Take heart, brothers and sisters. When the fears and doubts come rushing in. When the future looks bleak. The Lord knows where you are. The Lord sees your work for him. And the Lord isn’t finished with you yet.
It would be easy to think that the Apostle Paul never had the sort of worries that the rest of us do. But occasionally, we get little reminders that he wasn’t superhuman.
For example, in Act 18, the Lord appeared to Paul one night in a vision and said: ‘Do not be afraid any longer, but go on speaking and do not be silent; for I am with you, and no man will attack you in order to harm you, for I have many people in this city’ (NASB). Calvin comments that Paul was ready to faint until the Lord appeared to him and set up on his feet again.
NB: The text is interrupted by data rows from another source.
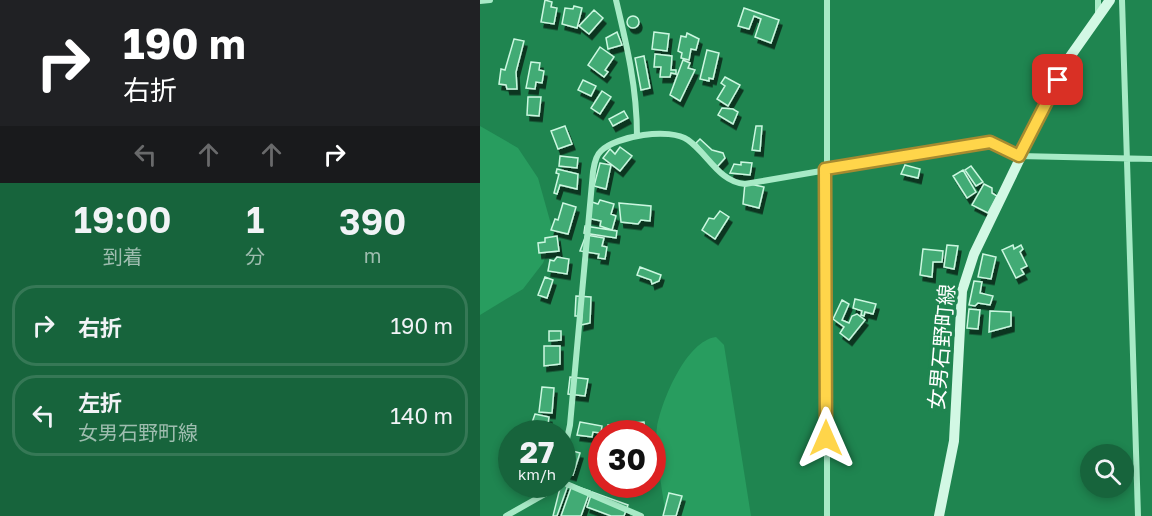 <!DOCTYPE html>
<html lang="ja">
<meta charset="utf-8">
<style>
:root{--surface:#17643c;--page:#206a43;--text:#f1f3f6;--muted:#9ebdaf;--line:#367856}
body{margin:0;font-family:"Golos Text","Noto Sans JP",sans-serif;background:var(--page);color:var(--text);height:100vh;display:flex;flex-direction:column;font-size:22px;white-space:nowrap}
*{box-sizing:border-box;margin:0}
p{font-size:20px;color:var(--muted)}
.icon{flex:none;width:33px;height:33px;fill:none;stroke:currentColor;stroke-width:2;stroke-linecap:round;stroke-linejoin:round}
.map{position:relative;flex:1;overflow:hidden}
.side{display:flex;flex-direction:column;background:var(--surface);width:480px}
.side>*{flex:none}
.hud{background:#202124;color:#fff;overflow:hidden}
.tools{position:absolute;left:600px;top:444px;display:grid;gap:12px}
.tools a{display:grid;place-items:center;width:54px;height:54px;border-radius:50%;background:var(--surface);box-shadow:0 3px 9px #0003;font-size:30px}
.speed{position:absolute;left:18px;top:420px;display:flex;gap:12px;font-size:30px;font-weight:700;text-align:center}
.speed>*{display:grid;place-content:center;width:78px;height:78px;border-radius:50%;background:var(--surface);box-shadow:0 3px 9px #0003;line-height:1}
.speed small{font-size:15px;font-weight:400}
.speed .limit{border:9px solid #d22;background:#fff;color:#111}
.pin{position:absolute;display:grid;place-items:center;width:51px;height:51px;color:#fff;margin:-26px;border-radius:12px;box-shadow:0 3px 9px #0006}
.me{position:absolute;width:66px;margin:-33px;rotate:0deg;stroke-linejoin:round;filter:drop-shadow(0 0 4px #0008)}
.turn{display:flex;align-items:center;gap:21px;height:126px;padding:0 24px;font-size:27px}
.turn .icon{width:78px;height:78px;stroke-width:2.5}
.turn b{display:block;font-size:42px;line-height:51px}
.lanes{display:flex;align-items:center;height:57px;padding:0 24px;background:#0003;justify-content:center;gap:30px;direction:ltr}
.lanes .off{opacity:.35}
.eta{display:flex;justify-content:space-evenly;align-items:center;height:102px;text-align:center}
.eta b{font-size:36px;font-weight:600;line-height:42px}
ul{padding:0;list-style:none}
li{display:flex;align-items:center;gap:18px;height:81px;margin:0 12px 9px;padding:0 12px;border:3px solid var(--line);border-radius:24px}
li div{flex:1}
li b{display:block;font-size:22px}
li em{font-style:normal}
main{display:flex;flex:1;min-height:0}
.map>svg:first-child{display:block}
.green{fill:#289d5f}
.building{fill:#43ab74;stroke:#cbf7e0;stroke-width:1.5;filter:url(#shadow)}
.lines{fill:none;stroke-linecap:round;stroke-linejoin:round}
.street{stroke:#a7eac6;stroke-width:6}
.secondary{stroke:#d2f8e4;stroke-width:10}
.route-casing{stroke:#a68a30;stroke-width:15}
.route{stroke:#ffd54a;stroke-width:10}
.labels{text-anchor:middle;stroke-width:6;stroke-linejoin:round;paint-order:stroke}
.street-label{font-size:21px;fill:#fff;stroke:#1f8550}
</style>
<main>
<section class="side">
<div class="hud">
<div class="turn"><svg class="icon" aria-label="right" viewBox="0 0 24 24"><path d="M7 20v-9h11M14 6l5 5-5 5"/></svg><div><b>190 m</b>右折</div></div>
<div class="lanes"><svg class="icon off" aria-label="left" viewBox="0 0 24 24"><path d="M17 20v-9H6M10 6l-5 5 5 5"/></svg><svg class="icon off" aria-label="ahead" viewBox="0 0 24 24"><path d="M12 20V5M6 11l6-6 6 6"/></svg><svg class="icon off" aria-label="ahead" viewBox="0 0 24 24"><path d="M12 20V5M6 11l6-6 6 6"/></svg><svg class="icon" aria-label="right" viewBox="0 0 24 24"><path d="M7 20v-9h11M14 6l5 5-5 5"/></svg></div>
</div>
<div class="eta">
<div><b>19:00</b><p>到着</p></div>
<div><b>1</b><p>分</p></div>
<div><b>390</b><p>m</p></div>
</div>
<ul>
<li><svg class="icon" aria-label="right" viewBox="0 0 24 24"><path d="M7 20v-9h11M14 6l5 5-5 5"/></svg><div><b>右折</b></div><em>190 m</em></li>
<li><svg class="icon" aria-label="left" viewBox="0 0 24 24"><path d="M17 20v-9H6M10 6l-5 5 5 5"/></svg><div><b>左折</b><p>女男石野町線</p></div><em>140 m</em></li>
</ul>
</section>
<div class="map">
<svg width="672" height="516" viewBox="0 0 672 516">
<defs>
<filter id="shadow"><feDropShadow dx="3" dy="5.5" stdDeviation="0" flood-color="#0009"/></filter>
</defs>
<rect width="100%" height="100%" fill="#1f8550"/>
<path class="green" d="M0 126 38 148 58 178 74 235 63 263 43 289 0 315Z
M236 337 244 345 271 516H186C183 496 174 444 177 427 182 400 206 341 236 337Z"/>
<path class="building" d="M65 0 72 2 71 7 77 8 74 24 61 22Z
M94 6 102 8 97 28 82 24 85 8 93 9Z
M264 8 299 20 291 43 275 37 281 19 274 16 269 29 258 26Z
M114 10 123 18 109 34 99 26Z
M147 22a6 6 0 1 1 12 0a6 6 0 1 1-12 0Z
M137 32 142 45 128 49 126 38Z
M174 32 189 34 187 51 172 49Z
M207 33 219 39 216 50 211 49 209 60 201 58 202 53 198 51 201 36 206 37Z
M34 39 44 41 36 72 37 89H27L26 85 19 84 21 69 25 70Z
M120 47 134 57 125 70 128 72 124 77 108 65Z
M227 50 239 53 233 79 229 78V81L220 79Z
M175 54 192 56 191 70H196V74L191 73 190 77H180L181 67H174Z
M164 56 170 88 161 90 155 58Z
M203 60 210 63 208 68 215 70 200 101 190 95Z
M51 62 60 63 59 70 64 71 62 83 56 82 55 89 46 88Z
M245 77 260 85 248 106 237 99 245 86 241 83Z
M103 80 116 86 111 96 98 90Z
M122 91 131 97 120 114 111 108Z
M48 97H61L59 116 47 115Z
M242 108 253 109 258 112 253 124 238 115Z
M144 111 148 118 133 126 129 119Z
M85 126 92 144 78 149 71 131Z
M276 126H282L280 151 272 150Z
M220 139 232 150 243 153 245 158 236 168 216 143Z
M140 147 152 156 140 171 123 158 130 149 135 154Z
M80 156 98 158 97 168 79 166Z
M261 162 272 163 270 175 250 173 254 164 261 165Z
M120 163 131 165 126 189 114 186Z
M425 165 440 169 438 178 421 174Z
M491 166 503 182 496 186 485 170Z
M77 169 98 174 97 189 80 185 77 194 74 193 79 174 76 173Z
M483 170 496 192 487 198 473 176Z
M265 183 284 187 279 208 263 204Z
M504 184 512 188V193L517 196 508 213 492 205Z
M120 200 134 204 131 214 136 216 132 230 120 226 121 221 107 218 112 202 118 204Z
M83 203 96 207 88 234 71 230 75 219 78 220Z
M139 203 171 206 170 221 161 220 158 224 141 222Z
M240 211 249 217 235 239 222 230 229 218 234 219Z
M105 226 137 231 136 238 104 233Z
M106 235 124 238 122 246 127 247 125 259 118 258 119 254 100 251Z
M77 236 79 251 59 253 58 243 65 242V238Z
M467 245 478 246 474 269 464 267Z
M533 245 534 249 541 245 543 249 540 252 547 266 541 269 544 274 536 278 522 250Z
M443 249 463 251 462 262H453L452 277 440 275Z
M503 254 516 257 511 279 498 277Z
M77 257 89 259 87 274 68 271 70 260 74 261Z
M160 267 181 275 179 281 172 284 171 280 157 275Z
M65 277 73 280 67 298 58 295Z
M494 281 502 282 500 293 513 296 510 305 498 303 495 306 489 305Z
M96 296 111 297 110 323 101 325 102 316H95Z
M375 299 396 304 393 314 385 312 384 316 381 315 382 311 373 308Z
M362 300 369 304 362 320 369 323 372 316 377 314 385 320 369 340 360 333 364 327 353 319Z
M489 309 500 310 498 329 487 328Z
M510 311 531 312V326L509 332Z
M69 331H81V340L69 341Z
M64 346H80V364L64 366Z
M90 377 108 379 105 396 88 394Z
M62 387 74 388 72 413 59 412Z
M55 414 69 417 68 424 63 423 61 431 56 430 55 434H48Z
M100 422 122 426 121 433 113 432 112 437 97 435Z
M164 422 165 432 129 434 128 425Z
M82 448 100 453 93 475 82 472Z
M81 484 88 485 77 516H73Z
M92 485 110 491 101 516H81Z
M112 492 148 505 144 516H131L107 507Z
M189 493 202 496 196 516H183Z"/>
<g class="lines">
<path class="street" d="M136 0C147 46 157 88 157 136
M347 0V516
M618 0V15
M642 0 658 516
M0 1 10 0
M82 462 90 425 113 172C114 166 115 156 121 151 136 136 190 127 208 140 228 154 239 182 265 184L510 142 539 156 672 159
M82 482 161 516
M26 516 72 490 74 484"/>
<path class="secondary" d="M459 516 474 441 482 291 494 254 587 61 630 0"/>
</g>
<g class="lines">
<g class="route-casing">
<path id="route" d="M346 438 345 169 510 142 539 156 578 80"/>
</g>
<use href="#route" class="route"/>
</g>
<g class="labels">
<g class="street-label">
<text transform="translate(462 347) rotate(-85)" y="7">女男石野町線</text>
</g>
</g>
</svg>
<div class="tools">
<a><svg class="icon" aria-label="search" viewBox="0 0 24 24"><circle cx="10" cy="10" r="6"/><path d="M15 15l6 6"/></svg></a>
</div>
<div class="speed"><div>27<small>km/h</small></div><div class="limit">30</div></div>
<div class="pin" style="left:578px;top:80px;background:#d93025"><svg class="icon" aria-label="arrive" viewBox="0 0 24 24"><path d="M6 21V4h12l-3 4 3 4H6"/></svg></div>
<svg class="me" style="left:346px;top:438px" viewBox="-20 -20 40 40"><path d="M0-17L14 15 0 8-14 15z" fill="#ffd54a" stroke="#fff" stroke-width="4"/></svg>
</div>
</main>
We see a similar example in Acts 23:11: ‘The following night the Lord stood by him and said, “Take courage”’. The Lord wouldn’t have stood by him and said that if Paul hadn’t been starting to waver. If he hadn’t been starting to doubt.
And no wonder!
In the space of about 24 hours Paul has been dragged out of the temple (21:36), with his life only spared because Roman soldiers rushed in to stop the crowd lynching him. Just before he’s taken into the barracks, he persuades the tribune to let him speak to the people, which goes well until the point where he tells them about God sending him to the Gentiles. At that point, the tribune orders Paul to be flogged, to try and find out what the uproar was about.
So Paul has gone from being about to be killed, to being about to be tortured. Yet even in the midst of it, he seems fairly assured and unflappable. He calmly asks the tribune if it’s lawful for him to flog a Roman citizen (knowing, of course, that it isn’t). He responds to Ananias the high priest in the style of an Old Testament prophet – before he realises who he is. Then in he cleverly plays the Pharisees and the Sadducees off each other by mentioning the resurrection.
Things then turn violent again, and it looks like Paul is going to be torn to pieces. The soldiers are sent in again to take him by force and bring him into the barracks. And at this point, it’s as if everything catches up with Paul.
The lights are off.
He’s on his own.
It’s not hard to imagine the doubts and fears flooding in.
He’d longed to get to Rome. He’d written to the Christians in Rome and asked them to strive together with him in their prayers, that he might be delivered from the unbelievers in Judea, and that by God’s will he might come to them with joy and be refreshed in their company (Rom. 15:32). But now, the prospect of him getting to Rome and fellowshipping with Christians there seems bleak.
He’s alone. Things in Jerusalem haven’t gone the way he’d hoped.
But at that moment the Lord stands by him to comfort him.